Tabii ilk düşündüren konu, Rey’in ailesinin kim olduğu. Rey’in anne-babası da tıpkı Luke gibi belirsiz ve seyirci haliyle Obi-Wan kılıklı Luke’un kızı olabileceğini düşünüyor. Ancak bu, iddia edildiği gibi tam bir “mirror story” değil, çünkü bu kez ortamda “I am your father!” diyebilecek kalemde biri yok, zavallım torununun taptığı totem olarak çıkıyor karşımıza.

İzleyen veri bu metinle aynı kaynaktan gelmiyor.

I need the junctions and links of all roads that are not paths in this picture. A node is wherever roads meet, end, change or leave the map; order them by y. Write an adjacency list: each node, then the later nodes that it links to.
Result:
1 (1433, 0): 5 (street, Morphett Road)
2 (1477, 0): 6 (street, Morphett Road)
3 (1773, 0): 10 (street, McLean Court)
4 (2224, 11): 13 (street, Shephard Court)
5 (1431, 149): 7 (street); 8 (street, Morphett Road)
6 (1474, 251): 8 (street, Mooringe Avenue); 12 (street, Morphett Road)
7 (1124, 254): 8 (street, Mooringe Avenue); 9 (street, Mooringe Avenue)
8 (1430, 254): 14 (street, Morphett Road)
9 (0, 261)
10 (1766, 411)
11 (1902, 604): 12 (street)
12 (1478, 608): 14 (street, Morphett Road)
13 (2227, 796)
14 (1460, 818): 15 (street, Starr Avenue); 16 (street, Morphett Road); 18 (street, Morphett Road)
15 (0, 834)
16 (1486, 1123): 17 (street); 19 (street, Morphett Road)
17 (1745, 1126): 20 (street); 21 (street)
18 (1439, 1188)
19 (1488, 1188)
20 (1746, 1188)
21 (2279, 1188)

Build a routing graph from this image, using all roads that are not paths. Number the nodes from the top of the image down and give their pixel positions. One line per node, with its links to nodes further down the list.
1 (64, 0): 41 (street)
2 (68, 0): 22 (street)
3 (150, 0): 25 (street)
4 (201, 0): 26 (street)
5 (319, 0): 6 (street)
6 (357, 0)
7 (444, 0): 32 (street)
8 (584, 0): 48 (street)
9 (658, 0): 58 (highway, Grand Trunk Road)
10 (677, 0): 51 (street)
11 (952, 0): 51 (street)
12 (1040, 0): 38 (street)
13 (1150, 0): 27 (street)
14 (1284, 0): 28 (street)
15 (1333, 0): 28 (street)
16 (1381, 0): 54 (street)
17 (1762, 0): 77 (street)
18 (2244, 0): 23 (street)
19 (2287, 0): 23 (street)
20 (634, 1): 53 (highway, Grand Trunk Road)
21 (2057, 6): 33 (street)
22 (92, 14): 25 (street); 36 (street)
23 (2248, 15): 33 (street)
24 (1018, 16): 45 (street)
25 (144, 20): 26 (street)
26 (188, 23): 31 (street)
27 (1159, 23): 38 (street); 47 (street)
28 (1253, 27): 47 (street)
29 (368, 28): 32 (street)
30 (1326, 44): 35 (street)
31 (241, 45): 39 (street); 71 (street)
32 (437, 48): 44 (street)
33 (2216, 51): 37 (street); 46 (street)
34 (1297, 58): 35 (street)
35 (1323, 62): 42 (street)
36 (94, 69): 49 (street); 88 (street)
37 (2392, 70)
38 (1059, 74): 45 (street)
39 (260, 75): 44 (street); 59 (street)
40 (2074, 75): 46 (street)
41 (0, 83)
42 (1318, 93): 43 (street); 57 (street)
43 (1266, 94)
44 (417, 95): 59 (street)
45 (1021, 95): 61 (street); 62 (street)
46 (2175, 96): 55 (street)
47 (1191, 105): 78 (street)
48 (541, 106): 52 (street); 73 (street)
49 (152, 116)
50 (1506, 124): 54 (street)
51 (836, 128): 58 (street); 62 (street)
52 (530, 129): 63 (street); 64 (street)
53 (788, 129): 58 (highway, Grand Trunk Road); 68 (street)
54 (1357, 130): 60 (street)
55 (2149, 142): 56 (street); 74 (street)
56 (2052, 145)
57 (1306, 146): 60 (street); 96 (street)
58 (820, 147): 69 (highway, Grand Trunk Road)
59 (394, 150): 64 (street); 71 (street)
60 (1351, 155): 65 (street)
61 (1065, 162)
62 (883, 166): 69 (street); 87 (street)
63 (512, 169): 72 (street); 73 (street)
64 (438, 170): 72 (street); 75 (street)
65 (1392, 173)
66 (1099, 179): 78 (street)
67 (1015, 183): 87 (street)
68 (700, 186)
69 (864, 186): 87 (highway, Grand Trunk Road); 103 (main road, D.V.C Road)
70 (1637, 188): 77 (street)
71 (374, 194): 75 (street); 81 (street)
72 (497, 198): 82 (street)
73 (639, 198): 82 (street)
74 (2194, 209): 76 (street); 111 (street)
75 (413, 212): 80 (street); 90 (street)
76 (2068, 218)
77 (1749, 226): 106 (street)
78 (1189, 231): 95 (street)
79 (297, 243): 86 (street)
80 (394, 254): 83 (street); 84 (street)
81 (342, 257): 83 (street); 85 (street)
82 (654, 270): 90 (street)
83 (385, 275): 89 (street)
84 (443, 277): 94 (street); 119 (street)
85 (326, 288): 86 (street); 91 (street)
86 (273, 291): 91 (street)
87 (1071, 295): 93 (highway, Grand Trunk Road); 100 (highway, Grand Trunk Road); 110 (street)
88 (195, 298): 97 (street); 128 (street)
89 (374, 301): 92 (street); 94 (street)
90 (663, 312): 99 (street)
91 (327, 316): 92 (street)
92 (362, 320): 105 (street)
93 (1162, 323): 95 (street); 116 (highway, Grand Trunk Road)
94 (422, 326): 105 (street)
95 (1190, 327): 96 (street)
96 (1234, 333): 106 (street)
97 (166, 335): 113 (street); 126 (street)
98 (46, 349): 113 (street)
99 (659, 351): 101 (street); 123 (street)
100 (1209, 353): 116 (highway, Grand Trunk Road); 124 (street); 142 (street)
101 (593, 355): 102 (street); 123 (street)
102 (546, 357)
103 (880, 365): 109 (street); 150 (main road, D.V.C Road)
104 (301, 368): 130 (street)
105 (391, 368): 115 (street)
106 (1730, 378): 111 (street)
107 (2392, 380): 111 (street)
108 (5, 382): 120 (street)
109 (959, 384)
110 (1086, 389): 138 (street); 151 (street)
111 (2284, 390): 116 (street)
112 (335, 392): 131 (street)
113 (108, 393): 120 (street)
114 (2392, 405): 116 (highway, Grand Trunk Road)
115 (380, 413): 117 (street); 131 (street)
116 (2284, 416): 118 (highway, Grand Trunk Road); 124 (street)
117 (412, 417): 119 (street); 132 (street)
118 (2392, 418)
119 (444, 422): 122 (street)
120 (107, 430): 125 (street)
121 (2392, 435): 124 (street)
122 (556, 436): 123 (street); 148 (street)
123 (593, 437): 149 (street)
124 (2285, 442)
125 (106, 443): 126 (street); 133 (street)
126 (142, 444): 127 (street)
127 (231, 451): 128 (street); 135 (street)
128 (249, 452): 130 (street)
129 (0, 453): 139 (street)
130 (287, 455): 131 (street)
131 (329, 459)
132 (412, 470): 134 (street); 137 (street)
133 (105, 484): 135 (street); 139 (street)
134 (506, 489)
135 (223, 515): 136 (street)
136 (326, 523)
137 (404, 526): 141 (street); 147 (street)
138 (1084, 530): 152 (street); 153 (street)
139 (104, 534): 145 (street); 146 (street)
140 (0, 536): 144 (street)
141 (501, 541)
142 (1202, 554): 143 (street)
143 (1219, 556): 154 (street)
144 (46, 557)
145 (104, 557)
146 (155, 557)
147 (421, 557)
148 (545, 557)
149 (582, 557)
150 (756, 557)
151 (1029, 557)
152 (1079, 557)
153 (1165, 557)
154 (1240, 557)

Pek çok kişinin kahveden gelmişçesine “Bu Snoke da kim ya, biz onu tanımıyoruz!” dedikleri biri var ki, Abrams’ın kopyacılığını haklı çıkarıyor. Kardeşim bilme zaten? Bilmemen daha iyi değil mi? Dizi forumu mu sandın sen burayı? Adam hikayeyi anlatmayı bitirdi mi ki hesap sormaya başladın? A New Hope’u izleyen seyirci Darth Vader’ın tüm geçmişini biliyor muydu?
Dahası, Kylo Ren ile Rey arasındaki elektriklenme yabana atılır türden değil. Hollywood hiçbir bilim kurgu ya da fantastik temalı filmde bir erkekle bir kadının birbirlerinin zihnini ya da ruh halini okuyabildiği bir sahneyi oraya boşuna koymaz. Bu iki karakter birbirlerine romantik ilgi duyarlarsa hiç şaşırmayacağım. Bunu bana düşündüren sadece filmdeki sahneler değil, yine güçlü görsel benzerlikler. Knights of the Old Republic oynamış olanlar, sorum size! Fiziksel bir engeli olmadan maske takan ince yapılı Kylo Ren Darth Revan’a, Rey ise kumral saçları, saçını toplama şekli ve tavırlarıyla Bastila Shan’a fazlasıyla benzemiyor mu? Ayrıca Luke’un yerini gösteren harita da görselliği itibariyle Star Forge’u hatırlatmadı mı? Rey’in esinlenmeyle dahi gücü kullanabilmesi, bana “battle meditation” yapabildiği için Bastila’nın sürekli karanlık tarafa çekilmeye çalışılmasını da düşündürdü. Bir noktada Rey ve Kylo birlikte karanlık tarafa geçerlerse yine şaşırmam (ve tempo tutarım, hem de nasıl). Hatta Snoke Rey’i Kylo’ya tercih ederse işler çok ilginçleşebilir.
Filmin başlarında Kylo Ren’in karizması tavanda, ışın kılıcıyla blaster blokluyor, ses tonu desen zaten nefis, kararları yüzünden insanlar ölüyor, acı çekiyor, yanıyor derken, maske bir çıkıyor ki, altında efkarlı bakışlara sahip sivilceli ergenden hallice bir adam! Ah, ama sivilceler yok, ana akım o kadarını da kaldırmaz! Sırf bu bile Abrams’ın internetle şekillenmiş bu gençliğe verdiği acı mesajı öyle güzel taşıyor ki. Tabii benim seyirci olarak ilk tepkim “Ah keşke çıkarmayaydın onu ya!” oldu. Ama Finn başarısız bir Han Solo taklidiyken, düşmanının kötü bir Darth Vader taklidi olması gayet adil.
Ayrıca insanlar neden onun karanlık tarafa geçtiğini bu kadar sorguladılar, anlamadım. Benim sorguladığım şey, asıl Leia’nın nasıl geçmediğiydi. Galakside First Order fink atarken kocası kaçakçılık yapıyor, o an en yetkin Jedi ise depresyon cüppesiyle inzivaya çekilmiş. Burada yine zeki hayranlar coştu; bu nasıl olurdu? Oysa Luke’un başarısızlığı mantıksız değil, kahraman olmasının nedeni iyi bir Jedi değil, tek Jedi olmasıydı. 20’sine kadar eğitim görmemişti ki ilk filmde Jedi Konseyi Anakin’e bile “Büyümüş bu!” diye burun kıvırmıştı.